Weighing the merits of going and not going was interesting. What pushed me to finally decide to go? I figured I could have dinner at Chinatown and then go on to City Lights. I walked through the bowels of Chinatown in the light of dusk seeking a restaurant that is not too expensive but is not a hole in the wall either. I began from the gates of Chinatown at Stockton and Grant. Each time I pass through the main street of Chinatown, I am amazed that above the storefronts, people live, eat, and die. Have you ever looked up to the windows? You can almost listen to the breathing of the hidden lives.

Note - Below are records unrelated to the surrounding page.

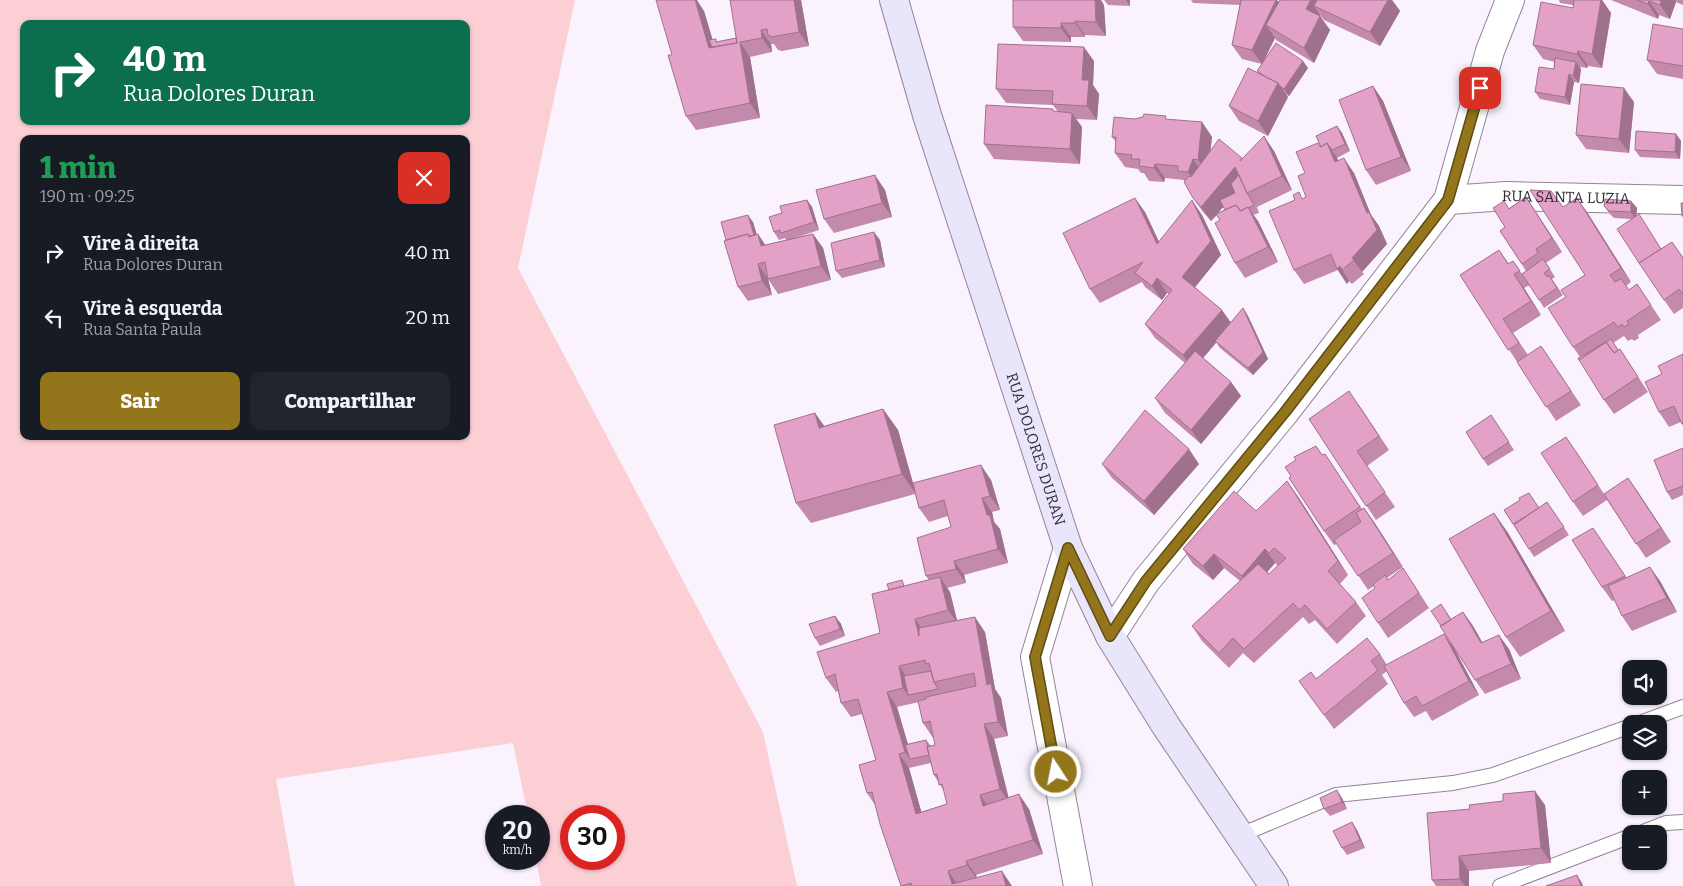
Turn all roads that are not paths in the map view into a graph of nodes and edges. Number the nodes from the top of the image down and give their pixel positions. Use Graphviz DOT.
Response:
graph roads {
  1 [pos="894,0"];
  2 [pos="1510,0"];
  3 [pos="1448,200"];
  4 [pos="1683,200"];
  5 [pos="1068,548"];
  6 [pos="1110,636"];
  7 [pos="1683,707"];
  8 [pos="1661,715"];
  9 [pos="1622,729"];
  10 [pos="1683,822"];
  11 [pos="1661,825"];
  12 [pos="1238,836"];
  13 [pos="1622,839"];
  14 [pos="1078,886"];
  15 [pos="1274,886"];
  16 [pos="1500,886"];
  1 -- 5 [label="street, RUA DOLORES DURAN"];
  2 -- 3 [label="street"];
  3 -- 4 [label="street, RUA SANTA LUZIA"];
  3 -- 6 [label="street"];
  5 -- 6 [label="street, RUA DOLORES DURAN"];
  5 -- 14 [label="street"];
  6 -- 12 [label="street, RUA DOLORES DURAN"];
  7 -- 8 [label="lane"];
  9 -- 12 [label="lane"];
  10 -- 11 [label="lane"];
  12 -- 15 [label="street, RUA DOLORES DURAN"];
  13 -- 16 [label="lane"];
}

I chose the restaurant ________. I saw that they had "Beef Stew ? Cantonese Style" and I remembered that in the 1990's, my favorite restaurant in Berkeley was this Hong-Kong Restaurant on University near the Cineplex where the Rocky Horror picture show would be shown. Beef stew was comfort food if I ever had a bad day in lab, in love or in the loneliness that follows and haunts graduate students wondering whether or not if they will ever finish their thesis.

The beef stew was excellent. It was a 5 out of 5 oxtails experience. The seasoning was just as I expected. The beef turned out to be tendons which is a larger surprise, but not an unwelcome one. Tendons when cooked properly and for a long time become soft, pliable and delicious. Biting into tendons is like eating fat, without the disadvantage of blocking your arteries. The beef with pan fried Chinese bread was a disappointment. 0 out of 5 oxtails. Don't order it because the bread came out dry. It should be crispy, not rock solid hard.

Overall, going alone to this restaurant was not pleasant, but the food was good enough. They placed me right next to the cashier. I suppose that if you were the owner, you would not want the multiple seating tables to be occupied by a lone stranger. Oh well, not much tip for the server either.